A recent report suggests that focusing too much on new security threats might make companies overlook older, more commonly exploited vulnerabilities.
The report by TrustWave is based on data from over 1,900 penetration tests and more than 200 data breach investigations for clients like American Express, MasterCard, Discover, Visa, and several large retailers.
The analysis shows that major global companies are hiring "vulnerability chasers" who look for the latest vulnerabilities and zero-day threats while ignoring the most common ones.
As a result, companies are being compromised by old, well-known vulnerabilities rather than new attack methods. For example, the top three ways hackers accessed corporate networks in 2009 were through remote access applications, trusted internal network connections, and SQL injection attacks. These attack methods have been well-known for years. SQL injection vulnerabilities, for instance, have been known for at least 10 years but are still common in web-based, database-driven applications.
The most common vulnerability found in TrustWave's external network penetration tests involved the management interfaces for web application engines like Websphere and Cold Fusion. In many cases, these interfaces were directly accessible from the Internet and had little or no password protection, allowing attackers to deploy malicious applications on the web server.
Another common vulnerability involved unprotected network infrastructure components like routers, switches, and VPN concentrators. Many companies also hosted internal applications on the same server as external content, leading to misconfigured firewall rules, default or easy-to-guess passwords, and DNS cache poisoning.
TrustWave's wireless penetration tests revealed common weaknesses such as the continued use of WEP encryption, old 802.11 networks with minimal security, and wireless clients using public "guest" networks instead of secured private networks.
In almost all cases, the vulnerabilities discovered by TrustWave were well-known issues that should have been fixed long ago, said Nicholas Percoco, senior vice president at TrustWave's SpiderLabs research unit.
"There are basically two themes," Percoco said. "First, we found some very old vulnerabilities within enterprises, some as old as 20 to 30 years. Second, attackers are targeting these old flaws to break into enterprises, then using sophisticated tools to harvest data."
Malicious attackers are increasingly using tools like memory parsers and credentialed malware to steal data, Percoco said. Memory parsers monitor the random access memory associated with a process to extract specific data. Credentialed malware programs are multi-user programs used to steal money and payment card numbers from ATMs.

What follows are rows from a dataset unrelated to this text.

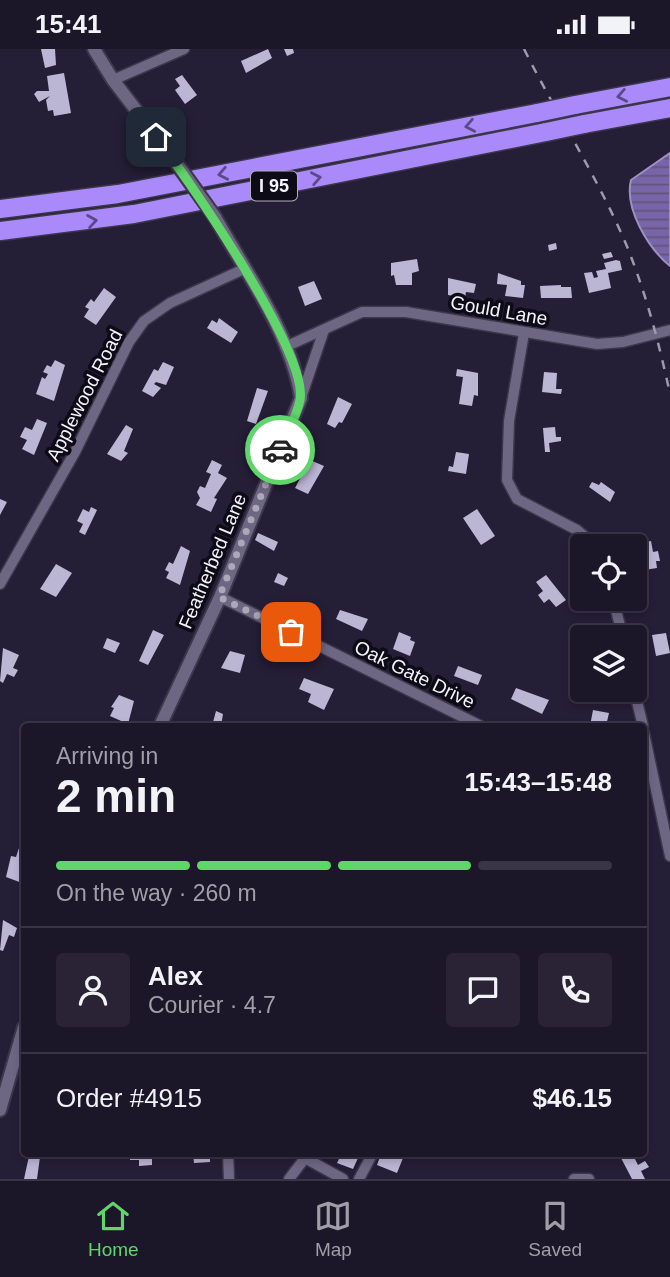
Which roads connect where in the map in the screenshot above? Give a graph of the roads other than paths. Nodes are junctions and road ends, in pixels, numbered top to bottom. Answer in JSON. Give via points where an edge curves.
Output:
{"nodes":[{"id":1,"x":94,"y":49,"type":"edge"},
{"id":2,"x":184,"y":49,"type":"edge"},
{"id":3,"x":113,"y":80,"type":"junction"},
{"id":4,"x":670,"y":87,"type":"edge"},
{"id":5,"x":670,"y":108,"type":"edge"},
{"id":6,"x":0,"y":209,"type":"edge"},
{"id":7,"x":43,"y":228,"type":"junction"},
{"id":8,"x":0,"y":231,"type":"edge"},
{"id":9,"x":0,"y":237,"type":"edge"},
{"id":10,"x":244,"y":269,"type":"junction"},
{"id":11,"x":324,"y":330,"type":"junction"},
{"id":12,"x":670,"y":330,"type":"edge"},
{"id":13,"x":524,"y":333,"type":"junction"},
{"id":14,"x":285,"y":347,"type":"junction"},
{"id":15,"x":301,"y":398,"type":"junction"},
{"id":16,"x":582,"y":534,"type":"edge"},
{"id":17,"x":0,"y":584,"type":"edge"},
{"id":18,"x":219,"y":597,"type":"junction"},
{"id":19,"x":637,"y":702,"type":"edge"},
{"id":20,"x":161,"y":723,"type":"edge"},
{"id":21,"x":475,"y":723,"type":"edge"},
{"id":22,"x":642,"y":723,"type":"edge"},
{"id":23,"x":649,"y":776,"type":"edge"},
{"id":24,"x":670,"y":856,"type":"edge"},
{"id":25,"x":21,"y":1037,"type":"edge"},
{"id":26,"x":0,"y":1110,"type":"edge"},
{"id":27,"x":228,"y":1157,"type":"edge"},
{"id":28,"x":304,"y":1157,"type":"edge"},
{"id":29,"x":307,"y":1157,"type":"edge"},
{"id":30,"x":371,"y":1157,"type":"edge"},
{"id":31,"x":229,"y":1179,"type":"edge"},
{"id":32,"x":289,"y":1179,"type":"edge"},
{"id":33,"x":343,"y":1179,"type":"edge"},
{"id":34,"x":359,"y":1179,"type":"edge"},
{"id":35,"x":574,"y":1179,"type":"edge"},
{"id":36,"x":589,"y":1179,"type":"edge"}],
"edges":[{"from":1,"to":3,"type":"street"},
{"from":2,"to":3,"type":"street"},
{"from":3,"to":10,"type":"street","bridge":true,"via":[[215,217]]},
{"from":4,"to":6,"type":"highway","number":"I 95","one_way":true,"bridge":true,"via":[[131,192]]},
{"from":7,"to":5,"type":"highway","number":"I 95","one_way":true,"bridge":true},
{"from":7,"to":8,"type":"highway","number":"I 95"},
{"from":7,"to":9,"type":"highway"},
{"from":10,"to":14,"type":"street"},
{"from":10,"to":17,"type":"street","name":"Applewood Road","via":[[170,303],[144,321]]},
{"from":11,"to":13,"type":"street","name":"Gould Lane","via":[[362,312],[378,311]]},
{"from":11,"to":14,"type":"street","name":"Gould Lane"},
{"from":11,"to":15,"type":"street"},
{"from":12,"to":13,"type":"street","name":"Gould Lane","via":[[597,344]]},
{"from":13,"to":16,"type":"street","via":[[509,421],[507,479],[517,499]]},
{"from":14,"to":15,"type":"street","via":[[296,370]]},
{"from":15,"to":18,"type":"street","name":"Featherbed Lane"},
{"from":18,"to":20,"type":"street","name":"Featherbed Lane"},
{"from":18,"to":21,"type":"street","name":"Oak Gate Drive"},
{"from":19,"to":22,"type":"street"},
{"from":23,"to":24,"type":"street"},
{"from":25,"to":26,"type":"street"},
{"from":27,"to":31,"type":"street"},
{"from":28,"to":32,"type":"street"},
{"from":29,"to":33,"type":"street"},
{"from":30,"to":34,"type":"street"},
{"from":35,"to":36,"type":"street"}]}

To reduce the risks from older vulnerabilities, TrustWave recommends several measures. Companies should maintain a complete asset inventory because many are unaware of all their IT assets and the risks they pose. Decommissioning older legacy systems can also help. Additionally, in 80% of the cases TrustWave examined, third-parties were responsible for introducing vulnerabilities. Therefore, monitoring third-party relationships is crucial. Other recommended measures include internal network segmentation, data encryption, and stronger Wi-Fi security policies.